Starting treatment is only the first step. The International Myopia Institute emphasizes that ongoing monitoring with both prescription checks and axial length measurements is essential. Axial length, the front-to-back measurement of the eye in millimeters, is the most reliable indicator of whether a treatment is working. A child’s prescription can fluctuate with accommodation and measurement conditions, but axial length tracks the structural change that drives long-term risk.

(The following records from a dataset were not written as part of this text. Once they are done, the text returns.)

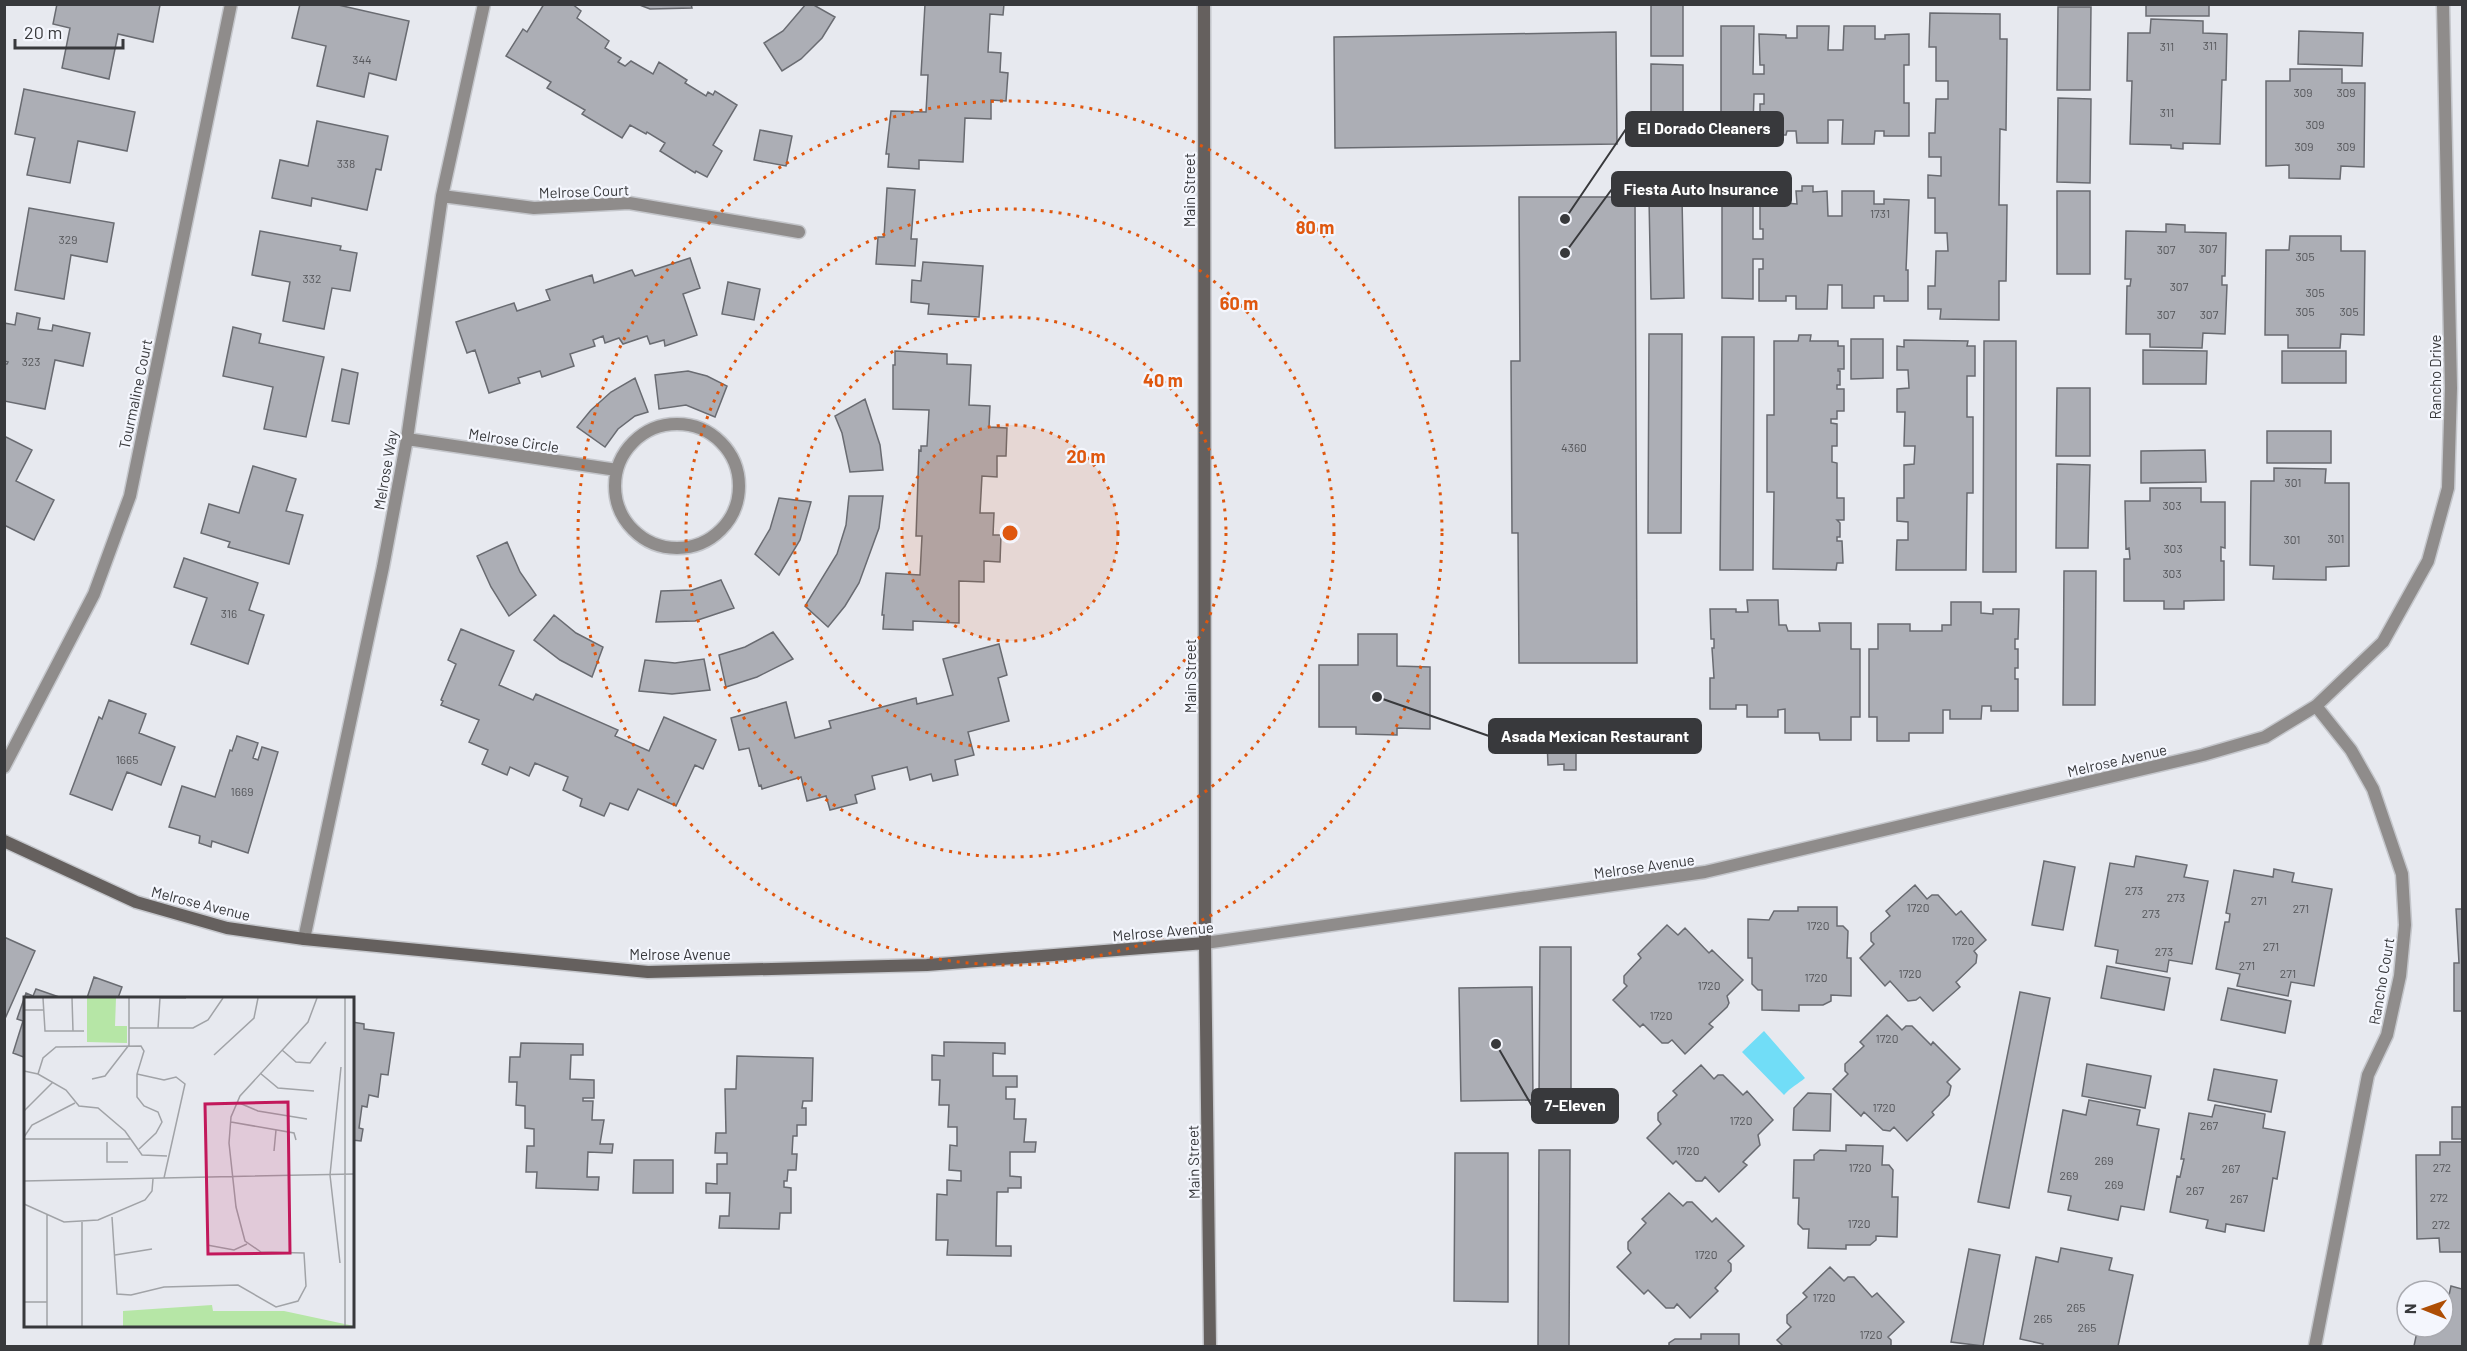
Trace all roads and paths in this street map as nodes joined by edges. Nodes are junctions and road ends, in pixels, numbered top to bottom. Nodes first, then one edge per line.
1 (231, 4) edge
2 (484, 4) edge
3 (1204, 4) edge
4 (2443, 4) edge
5 (442, 196) junction
6 (799, 232) dead end
7 (407, 439) junction
8 (617, 470) junction
9 (2316, 706) junction
10 (4, 767) edge
11 (4, 841) edge
12 (304, 939) junction
13 (1205, 943) junction
14 (1210, 1347) edge
15 (2315, 1347) edge

1 - 10 street, Tourmaline Court
2 - 5 street, Melrose Way
3 - 13 main road, Main Street
4 - 9 street, Rancho Drive
5 - 6 street, Melrose Court
5 - 7 street, Melrose Way
7 - 8 street, Melrose Circle
7 - 12 street, Melrose Way
8 - 8 street
9 - 13 street, Melrose Avenue
9 - 15 street, Rancho Court
11 - 12 main road, Melrose Avenue
12 - 13 main road, Melrose Avenue
13 - 14 main road, Main Street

Regular retinal health checks are also recommended even in younger patients, because the link between eye length and potential damage to the retina is strong. This isn’t limited to childhood. Clinically, monitoring should continue into early adulthood, especially for patients with higher myopia, since some eyes keep growing into the mid-twenties.

Combining Treatments

Many eye care practitioners layer two approaches together when a single treatment isn’t producing enough slowing. A common combination pairs low-dose atropine drops with either myopia-control glasses or specialty contact lenses. Because the drops and the optical treatments appear to work through different mechanisms, their effects can complement each other. The decision to combine therapies usually depends on how fast a child’s myopia is progressing and how they respond to the first intervention over six to twelve months.

Outdoor time remains a simple, evidence-supported protective factor regardless of which clinical treatment is chosen. Children who spend at least two hours a day outside have lower rates of myopia onset. While outdoor time alone is unlikely to halt progression once myopia has started, it adds a layer of protection and costs nothing.